Quant à l’Union Européenne, le Quai d’Orsay ou le département d’État américain, ils ont choisi d’adresser des correspondances à Djibouti qui sonnent pratiquement comme des injonctions.
Le département d’Etat « encourage le gouvernement de Djibouti à promouvoir la liberté de réunion pacifique, d’association et d’expression pour tous les citoyens djiboutiens » et « prend note des recommandations formulées par l’Union Africaine d’améliorer à l’avenir le processus électoral ».
L’Union Européenne « appelle les autorités à garantir la transparence du processus électoral » et « note avec intérêt (…) les recommandations contenues dans le rapport préliminaire de la Mission d’observation électorale de l’Union Africaine ».
Enfin, le Quai d’Orsay a noyé le point sur Djibouti dans un point de presse sur trois pays en appelant « les instances électorales à consolider les résultats dans la transparence et à l’abri des pressions et à tenir compte des recommandations émises par les missions d’observation ».
De surcroît, les élections djiboutiennes se sont déroulées sur le temps d’une opération de grève de la faim observée à Paris par dix femmes djiboutiennes en lutte contre l’impunité des viols perpétrés par les soldats de leur pays.

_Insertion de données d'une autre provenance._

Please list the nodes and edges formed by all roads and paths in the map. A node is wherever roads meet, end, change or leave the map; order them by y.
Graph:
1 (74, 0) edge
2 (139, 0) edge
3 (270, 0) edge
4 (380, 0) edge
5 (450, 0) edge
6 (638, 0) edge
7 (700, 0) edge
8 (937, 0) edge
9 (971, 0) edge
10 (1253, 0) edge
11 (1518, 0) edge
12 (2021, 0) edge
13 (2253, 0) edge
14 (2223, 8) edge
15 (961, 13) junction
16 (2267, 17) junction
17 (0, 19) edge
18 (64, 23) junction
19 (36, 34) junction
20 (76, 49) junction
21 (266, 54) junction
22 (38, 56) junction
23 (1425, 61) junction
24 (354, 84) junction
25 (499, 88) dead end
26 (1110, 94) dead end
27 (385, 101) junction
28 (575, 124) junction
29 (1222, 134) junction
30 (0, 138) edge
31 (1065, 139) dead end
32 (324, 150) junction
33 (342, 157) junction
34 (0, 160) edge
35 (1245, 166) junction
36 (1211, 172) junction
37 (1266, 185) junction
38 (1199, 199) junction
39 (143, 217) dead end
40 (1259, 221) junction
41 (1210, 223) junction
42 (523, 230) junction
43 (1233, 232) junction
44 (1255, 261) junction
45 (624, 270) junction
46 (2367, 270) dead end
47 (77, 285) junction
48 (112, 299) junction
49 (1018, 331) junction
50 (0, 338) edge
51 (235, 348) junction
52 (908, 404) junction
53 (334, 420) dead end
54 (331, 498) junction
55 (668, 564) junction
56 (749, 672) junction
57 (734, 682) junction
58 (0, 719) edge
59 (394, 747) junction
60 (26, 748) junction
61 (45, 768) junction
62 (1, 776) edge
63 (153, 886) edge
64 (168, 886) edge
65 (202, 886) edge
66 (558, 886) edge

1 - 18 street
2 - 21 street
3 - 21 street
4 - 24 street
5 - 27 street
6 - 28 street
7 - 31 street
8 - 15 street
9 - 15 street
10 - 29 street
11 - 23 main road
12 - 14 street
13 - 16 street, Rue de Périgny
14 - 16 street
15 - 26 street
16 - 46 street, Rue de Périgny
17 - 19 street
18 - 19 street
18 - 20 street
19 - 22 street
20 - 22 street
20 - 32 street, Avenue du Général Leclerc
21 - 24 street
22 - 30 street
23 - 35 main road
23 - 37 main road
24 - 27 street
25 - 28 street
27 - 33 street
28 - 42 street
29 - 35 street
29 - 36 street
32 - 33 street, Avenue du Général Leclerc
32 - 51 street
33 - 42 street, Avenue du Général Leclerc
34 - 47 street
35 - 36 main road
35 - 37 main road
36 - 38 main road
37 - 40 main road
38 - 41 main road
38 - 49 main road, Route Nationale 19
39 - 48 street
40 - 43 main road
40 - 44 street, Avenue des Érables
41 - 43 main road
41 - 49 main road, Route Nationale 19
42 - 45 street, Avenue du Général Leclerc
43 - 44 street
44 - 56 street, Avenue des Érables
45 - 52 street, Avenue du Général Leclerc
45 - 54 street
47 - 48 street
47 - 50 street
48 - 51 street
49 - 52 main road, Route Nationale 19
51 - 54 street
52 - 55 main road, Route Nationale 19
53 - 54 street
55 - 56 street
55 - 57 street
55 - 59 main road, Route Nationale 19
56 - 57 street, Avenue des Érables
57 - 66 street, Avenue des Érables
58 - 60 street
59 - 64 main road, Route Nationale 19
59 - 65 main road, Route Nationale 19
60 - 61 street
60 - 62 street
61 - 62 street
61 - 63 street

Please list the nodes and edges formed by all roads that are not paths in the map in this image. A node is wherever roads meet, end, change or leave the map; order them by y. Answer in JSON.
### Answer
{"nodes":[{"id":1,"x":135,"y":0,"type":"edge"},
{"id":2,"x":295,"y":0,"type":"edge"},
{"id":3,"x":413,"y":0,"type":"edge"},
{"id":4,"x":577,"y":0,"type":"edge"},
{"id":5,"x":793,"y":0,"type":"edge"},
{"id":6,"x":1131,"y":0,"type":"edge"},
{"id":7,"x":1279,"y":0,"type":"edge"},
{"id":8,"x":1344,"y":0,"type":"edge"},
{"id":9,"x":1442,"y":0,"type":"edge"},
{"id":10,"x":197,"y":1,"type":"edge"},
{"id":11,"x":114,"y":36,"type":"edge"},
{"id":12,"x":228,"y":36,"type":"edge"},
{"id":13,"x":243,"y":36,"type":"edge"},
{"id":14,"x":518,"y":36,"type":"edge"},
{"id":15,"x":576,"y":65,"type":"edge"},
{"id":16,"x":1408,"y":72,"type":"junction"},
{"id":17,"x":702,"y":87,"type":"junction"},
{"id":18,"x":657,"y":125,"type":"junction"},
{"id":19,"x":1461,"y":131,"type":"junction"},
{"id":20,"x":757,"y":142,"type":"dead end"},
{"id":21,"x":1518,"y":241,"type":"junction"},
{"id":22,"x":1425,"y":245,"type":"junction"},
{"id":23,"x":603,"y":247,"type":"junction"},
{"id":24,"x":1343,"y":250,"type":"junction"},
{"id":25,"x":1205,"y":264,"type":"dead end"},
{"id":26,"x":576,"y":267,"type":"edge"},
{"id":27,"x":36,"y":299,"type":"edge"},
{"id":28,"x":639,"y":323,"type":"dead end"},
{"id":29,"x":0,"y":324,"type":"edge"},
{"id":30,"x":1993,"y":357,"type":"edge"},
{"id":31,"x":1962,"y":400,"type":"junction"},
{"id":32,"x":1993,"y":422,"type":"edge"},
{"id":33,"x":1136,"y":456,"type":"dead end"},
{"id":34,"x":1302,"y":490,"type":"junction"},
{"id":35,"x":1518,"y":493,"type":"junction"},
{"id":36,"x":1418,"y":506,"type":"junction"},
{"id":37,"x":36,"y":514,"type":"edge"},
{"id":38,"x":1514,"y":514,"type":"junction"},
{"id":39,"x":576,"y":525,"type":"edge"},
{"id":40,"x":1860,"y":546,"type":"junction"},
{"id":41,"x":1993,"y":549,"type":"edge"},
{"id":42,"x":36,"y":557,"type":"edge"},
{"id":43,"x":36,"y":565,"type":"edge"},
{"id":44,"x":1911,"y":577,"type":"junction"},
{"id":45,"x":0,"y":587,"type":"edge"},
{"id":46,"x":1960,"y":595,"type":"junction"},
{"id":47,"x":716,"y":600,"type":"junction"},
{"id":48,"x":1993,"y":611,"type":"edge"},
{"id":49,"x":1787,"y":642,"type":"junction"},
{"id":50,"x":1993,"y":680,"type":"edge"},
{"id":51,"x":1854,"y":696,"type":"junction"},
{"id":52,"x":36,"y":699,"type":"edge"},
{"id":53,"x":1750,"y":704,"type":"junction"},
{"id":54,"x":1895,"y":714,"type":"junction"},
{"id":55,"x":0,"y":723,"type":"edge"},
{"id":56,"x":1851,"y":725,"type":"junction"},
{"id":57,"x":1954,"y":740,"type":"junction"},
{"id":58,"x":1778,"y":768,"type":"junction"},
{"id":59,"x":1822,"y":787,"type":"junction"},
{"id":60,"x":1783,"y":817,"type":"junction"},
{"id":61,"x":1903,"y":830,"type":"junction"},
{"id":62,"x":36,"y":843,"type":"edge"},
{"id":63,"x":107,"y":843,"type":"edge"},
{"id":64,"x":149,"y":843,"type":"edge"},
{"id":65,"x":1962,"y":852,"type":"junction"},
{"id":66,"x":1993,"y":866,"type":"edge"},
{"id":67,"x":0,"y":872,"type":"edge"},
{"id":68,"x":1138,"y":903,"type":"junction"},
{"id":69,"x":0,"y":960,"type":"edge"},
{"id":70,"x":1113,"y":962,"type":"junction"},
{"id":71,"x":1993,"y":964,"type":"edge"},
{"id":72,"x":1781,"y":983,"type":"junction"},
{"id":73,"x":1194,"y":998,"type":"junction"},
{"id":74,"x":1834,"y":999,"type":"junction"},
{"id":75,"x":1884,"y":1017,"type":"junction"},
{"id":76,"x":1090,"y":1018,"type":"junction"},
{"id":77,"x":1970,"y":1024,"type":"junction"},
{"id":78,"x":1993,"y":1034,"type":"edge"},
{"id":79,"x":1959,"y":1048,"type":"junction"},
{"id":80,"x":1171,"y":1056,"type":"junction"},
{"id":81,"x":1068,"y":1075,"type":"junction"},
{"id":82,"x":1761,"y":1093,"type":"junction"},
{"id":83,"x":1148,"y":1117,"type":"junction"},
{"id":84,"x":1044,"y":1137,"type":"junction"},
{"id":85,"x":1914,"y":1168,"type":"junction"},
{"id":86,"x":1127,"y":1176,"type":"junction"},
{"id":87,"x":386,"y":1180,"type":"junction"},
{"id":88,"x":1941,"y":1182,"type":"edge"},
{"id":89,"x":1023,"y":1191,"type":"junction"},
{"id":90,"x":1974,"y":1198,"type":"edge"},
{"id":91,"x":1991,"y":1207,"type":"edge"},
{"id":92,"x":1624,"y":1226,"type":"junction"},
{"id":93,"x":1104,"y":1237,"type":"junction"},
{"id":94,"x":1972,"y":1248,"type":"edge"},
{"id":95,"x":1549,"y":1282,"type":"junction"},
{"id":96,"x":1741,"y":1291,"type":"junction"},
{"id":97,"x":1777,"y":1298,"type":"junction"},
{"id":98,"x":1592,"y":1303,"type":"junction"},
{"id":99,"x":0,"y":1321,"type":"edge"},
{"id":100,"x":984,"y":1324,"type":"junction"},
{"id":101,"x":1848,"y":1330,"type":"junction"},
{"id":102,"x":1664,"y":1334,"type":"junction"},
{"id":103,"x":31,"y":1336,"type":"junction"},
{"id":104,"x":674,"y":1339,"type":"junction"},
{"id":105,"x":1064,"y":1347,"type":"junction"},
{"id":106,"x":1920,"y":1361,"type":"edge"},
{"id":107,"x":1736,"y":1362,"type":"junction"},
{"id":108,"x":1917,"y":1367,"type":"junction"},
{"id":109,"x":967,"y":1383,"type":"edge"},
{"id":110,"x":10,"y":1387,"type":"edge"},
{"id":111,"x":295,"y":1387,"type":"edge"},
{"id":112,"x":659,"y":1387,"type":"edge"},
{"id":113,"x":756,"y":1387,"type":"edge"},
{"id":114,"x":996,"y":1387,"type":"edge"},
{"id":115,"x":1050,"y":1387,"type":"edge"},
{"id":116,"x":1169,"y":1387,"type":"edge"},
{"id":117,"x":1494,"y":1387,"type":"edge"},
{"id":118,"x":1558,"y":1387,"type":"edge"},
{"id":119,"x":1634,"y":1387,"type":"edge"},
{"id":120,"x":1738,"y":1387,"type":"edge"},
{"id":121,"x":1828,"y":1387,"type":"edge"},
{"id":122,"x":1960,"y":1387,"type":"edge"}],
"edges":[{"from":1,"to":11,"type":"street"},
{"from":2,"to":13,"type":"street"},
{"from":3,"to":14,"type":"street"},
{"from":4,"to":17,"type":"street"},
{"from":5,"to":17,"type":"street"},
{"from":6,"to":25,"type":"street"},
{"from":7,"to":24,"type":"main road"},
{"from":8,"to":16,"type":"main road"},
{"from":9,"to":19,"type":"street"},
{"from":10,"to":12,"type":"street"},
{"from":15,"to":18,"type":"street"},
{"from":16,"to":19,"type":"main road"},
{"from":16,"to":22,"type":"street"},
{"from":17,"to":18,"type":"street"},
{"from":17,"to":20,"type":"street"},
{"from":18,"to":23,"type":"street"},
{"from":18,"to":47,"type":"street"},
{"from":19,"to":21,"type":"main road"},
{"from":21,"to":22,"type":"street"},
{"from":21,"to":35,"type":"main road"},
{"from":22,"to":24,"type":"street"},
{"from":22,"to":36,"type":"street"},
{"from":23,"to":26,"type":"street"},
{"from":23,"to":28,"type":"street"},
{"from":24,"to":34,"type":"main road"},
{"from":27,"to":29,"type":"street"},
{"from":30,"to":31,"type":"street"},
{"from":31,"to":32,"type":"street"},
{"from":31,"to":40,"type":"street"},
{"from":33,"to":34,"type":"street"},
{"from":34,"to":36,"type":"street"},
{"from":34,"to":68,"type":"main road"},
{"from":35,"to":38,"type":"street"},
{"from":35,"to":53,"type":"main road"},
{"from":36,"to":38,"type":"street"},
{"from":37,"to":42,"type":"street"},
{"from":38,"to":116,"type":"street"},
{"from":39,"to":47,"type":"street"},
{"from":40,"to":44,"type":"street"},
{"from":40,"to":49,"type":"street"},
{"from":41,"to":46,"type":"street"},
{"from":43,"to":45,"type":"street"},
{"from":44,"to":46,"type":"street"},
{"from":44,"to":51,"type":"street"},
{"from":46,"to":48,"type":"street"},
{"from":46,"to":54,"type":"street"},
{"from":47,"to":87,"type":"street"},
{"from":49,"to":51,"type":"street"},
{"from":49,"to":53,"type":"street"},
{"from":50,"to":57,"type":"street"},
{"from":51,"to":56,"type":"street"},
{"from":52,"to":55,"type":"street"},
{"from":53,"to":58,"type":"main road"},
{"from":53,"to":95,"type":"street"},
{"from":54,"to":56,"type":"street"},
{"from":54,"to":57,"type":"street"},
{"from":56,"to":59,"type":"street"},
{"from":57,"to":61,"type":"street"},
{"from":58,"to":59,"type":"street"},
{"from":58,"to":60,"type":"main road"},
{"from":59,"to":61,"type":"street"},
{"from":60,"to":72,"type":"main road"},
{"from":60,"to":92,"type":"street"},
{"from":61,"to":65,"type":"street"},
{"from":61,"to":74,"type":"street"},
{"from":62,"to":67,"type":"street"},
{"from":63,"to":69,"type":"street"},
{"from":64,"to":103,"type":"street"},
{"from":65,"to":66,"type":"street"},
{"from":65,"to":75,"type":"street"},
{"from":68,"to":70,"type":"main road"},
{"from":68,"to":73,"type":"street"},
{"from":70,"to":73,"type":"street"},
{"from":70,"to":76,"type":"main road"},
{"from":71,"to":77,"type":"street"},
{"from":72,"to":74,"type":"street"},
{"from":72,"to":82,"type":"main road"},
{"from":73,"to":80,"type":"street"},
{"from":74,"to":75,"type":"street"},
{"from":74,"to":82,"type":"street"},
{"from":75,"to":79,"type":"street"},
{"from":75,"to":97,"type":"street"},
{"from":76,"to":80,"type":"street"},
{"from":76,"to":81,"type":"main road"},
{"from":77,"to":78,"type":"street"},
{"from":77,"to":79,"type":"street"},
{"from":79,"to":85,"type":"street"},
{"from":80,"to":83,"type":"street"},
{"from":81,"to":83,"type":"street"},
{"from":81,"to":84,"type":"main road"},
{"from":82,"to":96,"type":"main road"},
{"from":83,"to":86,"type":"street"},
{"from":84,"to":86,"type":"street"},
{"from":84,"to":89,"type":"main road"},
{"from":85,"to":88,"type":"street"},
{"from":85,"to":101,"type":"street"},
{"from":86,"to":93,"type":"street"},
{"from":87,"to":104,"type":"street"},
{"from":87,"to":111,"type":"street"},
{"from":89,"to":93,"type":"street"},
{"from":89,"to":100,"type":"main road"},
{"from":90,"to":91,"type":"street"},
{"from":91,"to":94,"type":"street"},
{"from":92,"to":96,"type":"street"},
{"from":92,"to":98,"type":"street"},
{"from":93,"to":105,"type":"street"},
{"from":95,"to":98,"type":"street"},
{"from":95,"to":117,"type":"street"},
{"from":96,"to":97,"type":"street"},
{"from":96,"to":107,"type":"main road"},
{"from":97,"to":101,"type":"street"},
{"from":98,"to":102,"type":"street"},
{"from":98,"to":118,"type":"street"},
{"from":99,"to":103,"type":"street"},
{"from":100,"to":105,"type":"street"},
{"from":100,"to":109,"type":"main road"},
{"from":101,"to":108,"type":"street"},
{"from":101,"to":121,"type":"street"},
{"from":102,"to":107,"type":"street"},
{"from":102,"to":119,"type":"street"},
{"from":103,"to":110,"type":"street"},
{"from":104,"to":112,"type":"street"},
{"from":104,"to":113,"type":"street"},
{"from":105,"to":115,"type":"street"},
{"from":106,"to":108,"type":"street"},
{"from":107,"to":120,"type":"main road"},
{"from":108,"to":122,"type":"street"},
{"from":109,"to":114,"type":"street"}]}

Ces femmes ont été entendues par l’ambassadrice des droits de l’Homme du ministère des Affaires étrangères français et ont reçu le soutien de plusieurs députées européennes approchées par Femmes solidaires.
Il ne sera pas aisé dans ces conditions pour un pays démocratique comme la France ou les Etats-Unis de féliciter Guelleh pour un énième forfait perpétré contre les droits de ses propres citoyens.